A night at The Colony with the Lil' Big Band

Chris Combs’ Lil’ Big Band

|photo by Mitch Gilliam

Lil’ Big Band
November 24, 2023
The Colony

Turkey and holiday starches are known to tank folks, but Thanksgiving is traditionally a huge day for Tulsa’s service industry. Expats travel from out of state to—and soon crave a respite from—their families. So: hit the bar. 

Tulsa is a town of multitudinal tales, and The Colony is a many-storied room within our city limits. Stickers and framed posters adorn the wooden walls, with the likenesses of legends Steve Pryor, Leon Russell (who supposedly owned it in the ‘70s), and others looking on. The lit fireplace added to the holiday coziness when I headed that way recently for an ad hoc gathering of some of the city’s most adventurous musical minds. 

Joining the familiar faces on the wall and in the crowd were the pedigreed members of the evening's ensemble: jazz vocalist Annie Ellicott; Luke Combs’ bassist Mat Maxwell; drummer Josh Raymer and guitarist Chris Combs, from Jacob Fred Jazz Odyssey and other projects; King Cabbage sax-smith, auxiliary percussionist, and trumpeter Andy “Arbie” McCormick; Kristin “Piston” Ruyle; trumpeter Bishop Marsh; and violinist Olivia McGraw.

They called themselves the Lil’ Big Band, but the first bullshit to call on that name is by mass alone. This improv ensemble was damn near Slipknot-sized, with Kristin Piston packing the talent of two jumpsuited clowns into one percussionist’s frame. In addition, to imply anything small about the members’ individual talents is beyond intellectually dishonest. 
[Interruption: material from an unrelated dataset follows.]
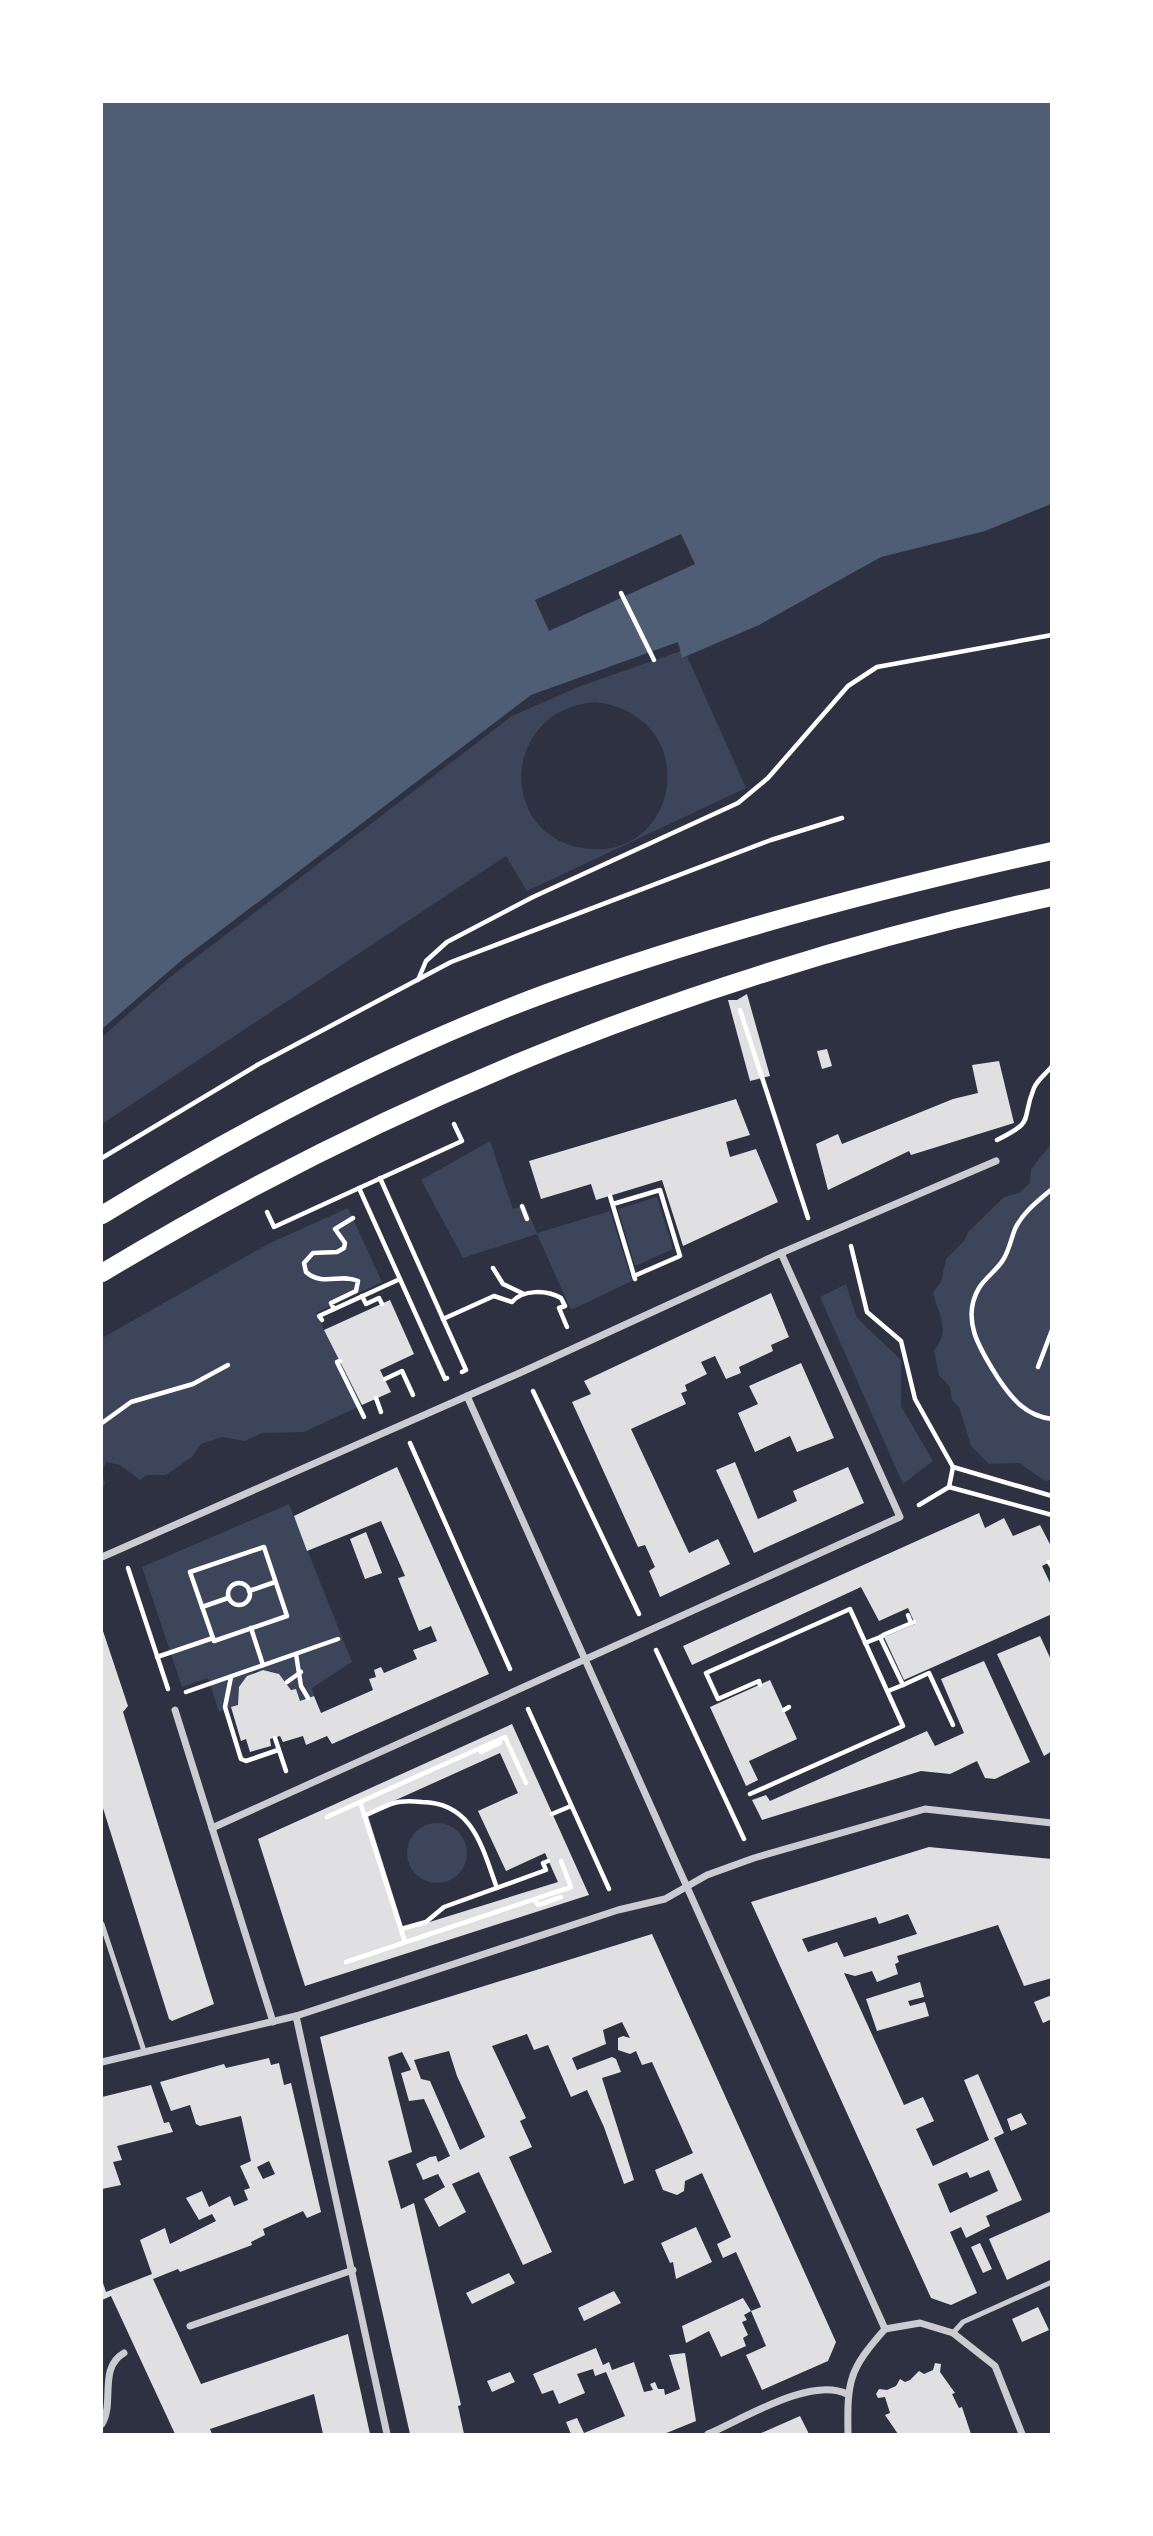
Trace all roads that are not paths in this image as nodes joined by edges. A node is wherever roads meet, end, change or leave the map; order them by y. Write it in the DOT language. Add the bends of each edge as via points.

I tried to fight it as much as I could, but the first 15 minutes could not escape a comparison to Andre 3000’s recent flute album. Each member has a background in heavy-hitting music—New Orleans jazz, funk, blues, etc.—but their opening moments on this night seemed to stretch ethereally into an hour as vaporous emissions from the instruments swirled into circadian rhythms. It was the sound of waking up from a Thanksgiving leftover nap and getting to this gig. Arbie told me after the show that the crowd looked “anxious and confused.”
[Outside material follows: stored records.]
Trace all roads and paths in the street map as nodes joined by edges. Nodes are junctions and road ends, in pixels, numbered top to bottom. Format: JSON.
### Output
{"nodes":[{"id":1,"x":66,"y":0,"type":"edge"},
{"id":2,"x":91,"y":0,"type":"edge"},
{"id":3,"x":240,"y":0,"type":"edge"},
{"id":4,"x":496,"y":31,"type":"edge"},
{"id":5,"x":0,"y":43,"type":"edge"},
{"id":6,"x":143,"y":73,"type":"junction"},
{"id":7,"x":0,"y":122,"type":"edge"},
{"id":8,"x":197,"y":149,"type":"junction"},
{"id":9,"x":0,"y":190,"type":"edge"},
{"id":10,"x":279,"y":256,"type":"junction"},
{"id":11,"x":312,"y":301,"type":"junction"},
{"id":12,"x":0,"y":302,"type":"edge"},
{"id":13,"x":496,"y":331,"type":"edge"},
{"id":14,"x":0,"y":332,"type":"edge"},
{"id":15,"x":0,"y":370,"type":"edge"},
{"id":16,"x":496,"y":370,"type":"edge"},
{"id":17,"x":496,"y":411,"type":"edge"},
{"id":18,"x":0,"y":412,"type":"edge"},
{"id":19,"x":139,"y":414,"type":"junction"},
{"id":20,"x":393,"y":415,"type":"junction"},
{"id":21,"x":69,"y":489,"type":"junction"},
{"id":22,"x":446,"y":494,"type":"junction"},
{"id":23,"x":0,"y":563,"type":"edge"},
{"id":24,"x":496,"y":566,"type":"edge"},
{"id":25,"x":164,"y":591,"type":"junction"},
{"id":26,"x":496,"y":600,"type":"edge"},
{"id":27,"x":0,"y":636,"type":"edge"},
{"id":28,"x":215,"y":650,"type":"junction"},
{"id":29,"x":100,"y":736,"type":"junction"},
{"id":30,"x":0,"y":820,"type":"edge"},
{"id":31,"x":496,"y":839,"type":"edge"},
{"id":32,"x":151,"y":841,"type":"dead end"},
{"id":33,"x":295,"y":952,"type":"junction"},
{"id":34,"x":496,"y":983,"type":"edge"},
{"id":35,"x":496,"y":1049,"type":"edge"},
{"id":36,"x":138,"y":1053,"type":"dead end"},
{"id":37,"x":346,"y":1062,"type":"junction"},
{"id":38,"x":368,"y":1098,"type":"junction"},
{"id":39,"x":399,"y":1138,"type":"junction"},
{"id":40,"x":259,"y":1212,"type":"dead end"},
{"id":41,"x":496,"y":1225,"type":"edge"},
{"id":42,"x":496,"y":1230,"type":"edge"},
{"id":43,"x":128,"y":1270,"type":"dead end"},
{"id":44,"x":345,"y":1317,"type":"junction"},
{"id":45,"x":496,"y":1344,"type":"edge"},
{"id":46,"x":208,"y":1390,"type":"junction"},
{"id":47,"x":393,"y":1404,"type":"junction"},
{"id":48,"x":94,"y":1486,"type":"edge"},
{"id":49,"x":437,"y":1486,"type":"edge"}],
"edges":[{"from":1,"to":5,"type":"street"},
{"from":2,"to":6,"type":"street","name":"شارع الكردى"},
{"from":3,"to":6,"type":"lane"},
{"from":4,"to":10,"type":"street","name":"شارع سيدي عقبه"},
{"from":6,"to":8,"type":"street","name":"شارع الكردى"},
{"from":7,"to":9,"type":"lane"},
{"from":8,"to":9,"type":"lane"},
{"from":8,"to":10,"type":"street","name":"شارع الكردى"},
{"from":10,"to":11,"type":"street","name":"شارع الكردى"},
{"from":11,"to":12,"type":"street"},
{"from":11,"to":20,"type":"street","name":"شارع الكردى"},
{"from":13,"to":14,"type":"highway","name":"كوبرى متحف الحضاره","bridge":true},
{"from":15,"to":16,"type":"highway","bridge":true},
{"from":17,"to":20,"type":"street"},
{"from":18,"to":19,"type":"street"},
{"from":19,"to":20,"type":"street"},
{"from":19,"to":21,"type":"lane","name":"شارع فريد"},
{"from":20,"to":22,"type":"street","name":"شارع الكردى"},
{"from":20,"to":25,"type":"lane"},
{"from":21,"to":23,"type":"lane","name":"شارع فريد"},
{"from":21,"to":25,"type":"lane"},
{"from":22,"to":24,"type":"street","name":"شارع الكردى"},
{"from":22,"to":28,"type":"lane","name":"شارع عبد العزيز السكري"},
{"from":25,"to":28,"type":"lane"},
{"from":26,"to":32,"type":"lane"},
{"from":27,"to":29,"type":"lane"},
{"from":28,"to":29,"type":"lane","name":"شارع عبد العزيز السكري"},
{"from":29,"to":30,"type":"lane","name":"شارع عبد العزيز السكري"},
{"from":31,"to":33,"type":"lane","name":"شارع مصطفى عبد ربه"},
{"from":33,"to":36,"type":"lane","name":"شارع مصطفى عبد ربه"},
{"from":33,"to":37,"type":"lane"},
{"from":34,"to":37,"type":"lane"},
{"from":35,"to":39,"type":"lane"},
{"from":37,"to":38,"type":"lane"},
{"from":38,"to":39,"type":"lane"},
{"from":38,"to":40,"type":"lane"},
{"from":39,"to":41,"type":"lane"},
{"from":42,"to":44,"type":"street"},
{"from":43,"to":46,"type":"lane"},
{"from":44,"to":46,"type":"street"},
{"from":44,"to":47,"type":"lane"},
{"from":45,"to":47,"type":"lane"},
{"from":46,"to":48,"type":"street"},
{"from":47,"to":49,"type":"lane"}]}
Cymbals shimmered, strings and horns trilled, and people visibly wondered “when are they gonna bring the heat?” Yet soon enough, Annie Ellicott let out a shriek like King Diamond, and they eclipsed The Colony’s fireplace temp with a set as funky and unpredictable as the road work surrounding the venue. 

The night would prove heavy on improv, with jazz standards and cover songs reworked by the group on the fly. The first proper “tune” was Coltrane’s “Syeeda’s Song Flute,” followed by songs from artists as diverse as Lee Hazlewood and Frank Ocean. The concatenation was fastened with soul, jazz standards (of the standard and NOLA varieties), Cuban rhythms, and that goddamn “lime in the coconut” song.
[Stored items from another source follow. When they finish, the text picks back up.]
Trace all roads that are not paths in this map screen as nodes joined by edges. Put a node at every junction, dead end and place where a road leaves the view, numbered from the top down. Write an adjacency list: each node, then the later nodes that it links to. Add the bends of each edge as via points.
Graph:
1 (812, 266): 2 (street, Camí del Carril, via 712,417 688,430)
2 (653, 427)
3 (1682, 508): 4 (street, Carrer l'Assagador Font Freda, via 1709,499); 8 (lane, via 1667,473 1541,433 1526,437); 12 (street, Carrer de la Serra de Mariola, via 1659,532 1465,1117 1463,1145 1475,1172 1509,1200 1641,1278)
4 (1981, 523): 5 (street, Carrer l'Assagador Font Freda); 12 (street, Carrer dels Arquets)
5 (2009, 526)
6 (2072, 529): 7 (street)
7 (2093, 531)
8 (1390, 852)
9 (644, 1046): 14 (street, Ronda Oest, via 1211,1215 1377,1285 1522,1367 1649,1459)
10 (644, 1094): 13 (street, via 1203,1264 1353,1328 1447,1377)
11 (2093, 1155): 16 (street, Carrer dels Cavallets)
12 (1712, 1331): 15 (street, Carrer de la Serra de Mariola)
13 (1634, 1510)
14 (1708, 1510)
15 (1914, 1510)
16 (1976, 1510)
All these elements fluidly manifested and rolled back into the ebbing dark. Combs pulled sounds out of his guitar like electric notes that realize they come from wood. Screaming, singing, crooning into existence, and—as he wills them—croaking into non-existence like an unplugged AI. Combs would start a lick, Arbie would echo on sax, and Bishop would confirm its right to exist in a third harmony on trumpet. 

At one point, an exotic motif set atop a fierce cumbia invoked the LSD reptile scene from Fear and Loathing and laid the bedrock for “Piston” to personify her alias. Ruyle is the undeniable auxiliary engine that drives the jam of any group she’s in. With King Cabbage, she utilizes congas, woodblocks, and a coach whistle to pace the fervor, and with similar instrumentation here she and Raymer (quite possibly one of the greatest drummers from Oklahoma ever) entered a ferocious drum break. 

Though the two serpentined through each other’s blasts and cues with the deftness expected of them, they embodied the overall feeling of the evening: expansion of the comfort zone. That initial “anxiety” the crowd exhibited was well worth it, their uncertainty being collateral for a night of righteous experimentation and musical riches paid back in full.